(Task input begins)

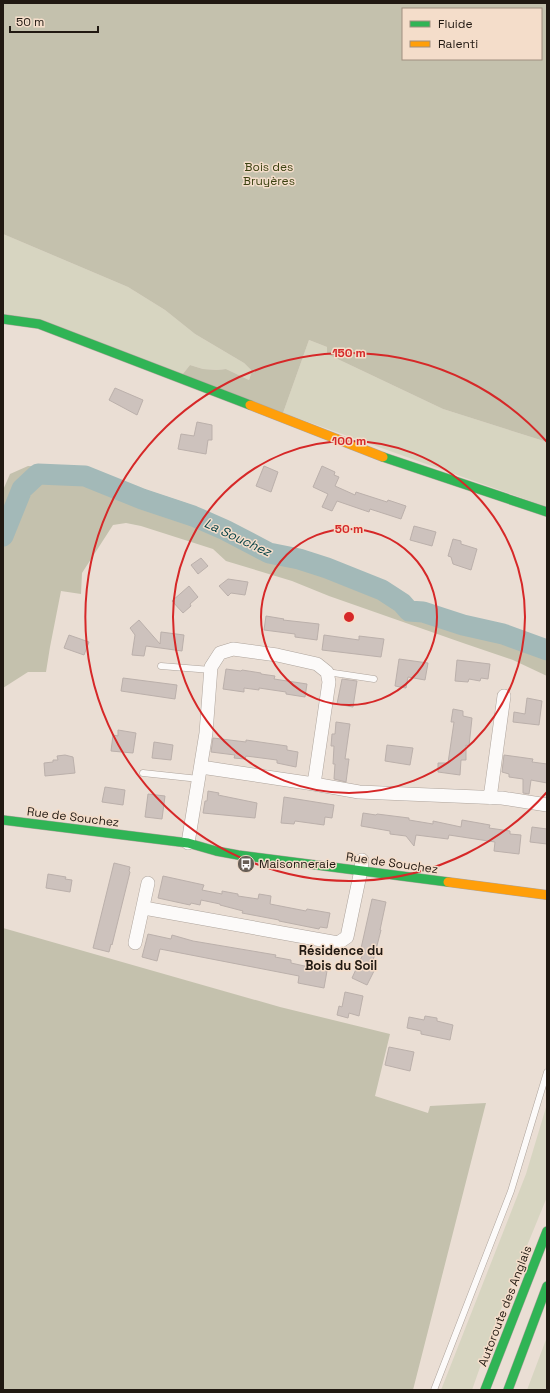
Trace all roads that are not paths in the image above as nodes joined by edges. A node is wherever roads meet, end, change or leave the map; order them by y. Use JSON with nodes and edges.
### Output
{"nodes":[{"id":1,"x":3,"y":319,"type":"edge"},
{"id":2,"x":547,"y":512,"type":"edge"},
{"id":3,"x":161,"y":666,"type":"dead end"},
{"id":4,"x":211,"y":670,"type":"junction"},
{"id":5,"x":327,"y":672,"type":"junction"},
{"id":6,"x":374,"y":679,"type":"dead end"},
{"id":7,"x":504,"y":696,"type":"dead end"},
{"id":8,"x":143,"y":773,"type":"dead end"},
{"id":9,"x":200,"y":773,"type":"junction"},
{"id":10,"x":314,"y":784,"type":"junction"},
{"id":11,"x":490,"y":798,"type":"junction"},
{"id":12,"x":547,"y":805,"type":"edge"},
{"id":13,"x":3,"y":820,"type":"edge"},
{"id":14,"x":188,"y":843,"type":"junction"},
{"id":15,"x":224,"y":843,"type":"dead end"},
{"id":16,"x":362,"y":863,"type":"junction"},
{"id":17,"x":510,"y":881,"type":"dead end"},
{"id":18,"x":148,"y":882,"type":"dead end"},
{"id":19,"x":544,"y":887,"type":"edge"},
{"id":20,"x":547,"y":895,"type":"edge"},
{"id":21,"x":144,"y":908,"type":"junction"},
{"id":22,"x":135,"y":943,"type":"dead end"},
{"id":23,"x":547,"y":1072,"type":"edge"},
{"id":24,"x":547,"y":1230,"type":"edge"},
{"id":25,"x":547,"y":1286,"type":"edge"},
{"id":26,"x":434,"y":1390,"type":"edge"},
{"id":27,"x":485,"y":1390,"type":"edge"},
{"id":28,"x":508,"y":1390,"type":"edge"}],
"edges":[{"from":1,"to":2,"type":"main road"},
{"from":3,"to":4,"type":"lane"},
{"from":4,"to":5,"type":"street"},
{"from":4,"to":9,"type":"street"},
{"from":5,"to":6,"type":"lane"},
{"from":5,"to":10,"type":"street"},
{"from":7,"to":11,"type":"street"},
{"from":8,"to":9,"type":"lane"},
{"from":9,"to":10,"type":"street"},
{"from":9,"to":14,"type":"street"},
{"from":10,"to":11,"type":"street"},
{"from":11,"to":12,"type":"street"},
{"from":13,"to":14,"type":"main road","name":"Rue de Souchez"},
{"from":14,"to":15,"type":"main road","name":"Rue de Souchez"},
{"from":14,"to":16,"type":"main road","name":"Rue de Souchez"},
{"from":16,"to":20,"type":"main road","name":"Rue de Souchez"},
{"from":16,"to":21,"type":"street"},
{"from":17,"to":19,"type":"main road"},
{"from":18,"to":21,"type":"street"},
{"from":21,"to":22,"type":"street"},
{"from":23,"to":26,"type":"lane"},
{"from":24,"to":27,"type":"main road","name":"Autoroute des Anglais"},
{"from":25,"to":28,"type":"main road"}]}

(Task input ends)

## Exercise instructions
Leave out the pictures and set down all of the data exactly.

## Output for this task
Trace all roads that are not paths in the image above as nodes joined by edges. A node is wherever roads meet, end, change or leave the map; order them by y. Use JSON with nodes and edges.
### Output
{"nodes":[{"id":1,"x":3,"y":319,"type":"edge"},
{"id":2,"x":547,"y":512,"type":"edge"},
{"id":3,"x":161,"y":666,"type":"dead end"},
{"id":4,"x":211,"y":670,"type":"junction"},
{"id":5,"x":327,"y":672,"type":"junction"},
{"id":6,"x":374,"y":679,"type":"dead end"},
{"id":7,"x":504,"y":696,"type":"dead end"},
{"id":8,"x":143,"y":773,"type":"dead end"},
{"id":9,"x":200,"y":773,"type":"junction"},
{"id":10,"x":314,"y":784,"type":"junction"},
{"id":11,"x":490,"y":798,"type":"junction"},
{"id":12,"x":547,"y":805,"type":"edge"},
{"id":13,"x":3,"y":820,"type":"edge"},
{"id":14,"x":188,"y":843,"type":"junction"},
{"id":15,"x":224,"y":843,"type":"dead end"},
{"id":16,"x":362,"y":863,"type":"junction"},
{"id":17,"x":510,"y":881,"type":"dead end"},
{"id":18,"x":148,"y":882,"type":"dead end"},
{"id":19,"x":544,"y":887,"type":"edge"},
{"id":20,"x":547,"y":895,"type":"edge"},
{"id":21,"x":144,"y":908,"type":"junction"},
{"id":22,"x":135,"y":943,"type":"dead end"},
{"id":23,"x":547,"y":1072,"type":"edge"},
{"id":24,"x":547,"y":1230,"type":"edge"},
{"id":25,"x":547,"y":1286,"type":"edge"},
{"id":26,"x":434,"y":1390,"type":"edge"},
{"id":27,"x":485,"y":1390,"type":"edge"},
{"id":28,"x":508,"y":1390,"type":"edge"}],
"edges":[{"from":1,"to":2,"type":"main road"},
{"from":3,"to":4,"type":"lane"},
{"from":4,"to":5,"type":"street"},
{"from":4,"to":9,"type":"street"},
{"from":5,"to":6,"type":"lane"},
{"from":5,"to":10,"type":"street"},
{"from":7,"to":11,"type":"street"},
{"from":8,"to":9,"type":"lane"},
{"from":9,"to":10,"type":"street"},
{"from":9,"to":14,"type":"street"},
{"from":10,"to":11,"type":"street"},
{"from":11,"to":12,"type":"street"},
{"from":13,"to":14,"type":"main road","name":"Rue de Souchez"},
{"from":14,"to":15,"type":"main road","name":"Rue de Souchez"},
{"from":14,"to":16,"type":"main road","name":"Rue de Souchez"},
{"from":16,"to":20,"type":"main road","name":"Rue de Souchez"},
{"from":16,"to":21,"type":"street"},
{"from":17,"to":19,"type":"main road"},
{"from":18,"to":21,"type":"street"},
{"from":21,"to":22,"type":"street"},
{"from":23,"to":26,"type":"lane"},
{"from":24,"to":27,"type":"main road","name":"Autoroute des Anglais"},
{"from":25,"to":28,"type":"main road"}]}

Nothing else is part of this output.